(Stored data)

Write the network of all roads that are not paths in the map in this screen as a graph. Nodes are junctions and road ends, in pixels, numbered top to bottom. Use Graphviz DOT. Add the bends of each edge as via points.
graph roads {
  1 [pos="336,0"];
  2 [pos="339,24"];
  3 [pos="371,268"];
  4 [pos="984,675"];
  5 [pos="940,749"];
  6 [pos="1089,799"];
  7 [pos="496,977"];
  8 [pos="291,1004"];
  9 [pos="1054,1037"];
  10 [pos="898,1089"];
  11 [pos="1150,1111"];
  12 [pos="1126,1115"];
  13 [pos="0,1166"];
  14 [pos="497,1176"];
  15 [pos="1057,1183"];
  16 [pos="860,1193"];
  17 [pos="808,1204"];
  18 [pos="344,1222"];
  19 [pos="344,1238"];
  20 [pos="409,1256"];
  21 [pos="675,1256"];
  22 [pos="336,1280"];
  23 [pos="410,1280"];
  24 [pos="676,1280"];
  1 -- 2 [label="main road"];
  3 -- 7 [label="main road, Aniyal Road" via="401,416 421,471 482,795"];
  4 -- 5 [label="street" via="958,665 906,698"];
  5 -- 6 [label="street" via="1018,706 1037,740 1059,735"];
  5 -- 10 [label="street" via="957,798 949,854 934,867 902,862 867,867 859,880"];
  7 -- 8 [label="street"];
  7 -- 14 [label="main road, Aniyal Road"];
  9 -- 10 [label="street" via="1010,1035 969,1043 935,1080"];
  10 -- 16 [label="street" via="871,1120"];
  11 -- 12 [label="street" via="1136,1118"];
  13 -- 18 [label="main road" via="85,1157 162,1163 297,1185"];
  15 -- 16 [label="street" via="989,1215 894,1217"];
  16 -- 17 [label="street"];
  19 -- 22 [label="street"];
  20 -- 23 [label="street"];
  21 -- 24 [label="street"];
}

▸ What the task requires: Could you retype every record above exactly as given?

▸ Solved exercise:
Write the network of all roads that are not paths in the map in this screen as a graph. Nodes are junctions and road ends, in pixels, numbered top to bottom. Use Graphviz DOT. Add the bends of each edge as via points.
graph roads {
  1 [pos="336,0"];
  2 [pos="339,24"];
  3 [pos="371,268"];
  4 [pos="984,675"];
  5 [pos="940,749"];
  6 [pos="1089,799"];
  7 [pos="496,977"];
  8 [pos="291,1004"];
  9 [pos="1054,1037"];
  10 [pos="898,1089"];
  11 [pos="1150,1111"];
  12 [pos="1126,1115"];
  13 [pos="0,1166"];
  14 [pos="497,1176"];
  15 [pos="1057,1183"];
  16 [pos="860,1193"];
  17 [pos="808,1204"];
  18 [pos="344,1222"];
  19 [pos="344,1238"];
  20 [pos="409,1256"];
  21 [pos="675,1256"];
  22 [pos="336,1280"];
  23 [pos="410,1280"];
  24 [pos="676,1280"];
  1 -- 2 [label="main road"];
  3 -- 7 [label="main road, Aniyal Road" via="401,416 421,471 482,795"];
  4 -- 5 [label="street" via="958,665 906,698"];
  5 -- 6 [label="street" via="1018,706 1037,740 1059,735"];
  5 -- 10 [label="street" via="957,798 949,854 934,867 902,862 867,867 859,880"];
  7 -- 8 [label="street"];
  7 -- 14 [label="main road, Aniyal Road"];
  9 -- 10 [label="street" via="1010,1035 969,1043 935,1080"];
  10 -- 16 [label="street" via="871,1120"];
  11 -- 12 [label="street" via="1136,1118"];
  13 -- 18 [label="main road" via="85,1157 162,1163 297,1185"];
  15 -- 16 [label="street" via="989,1215 894,1217"];
  16 -- 17 [label="street"];
  19 -- 22 [label="street"];
  20 -- 23 [label="street"];
  21 -- 24 [label="street"];
}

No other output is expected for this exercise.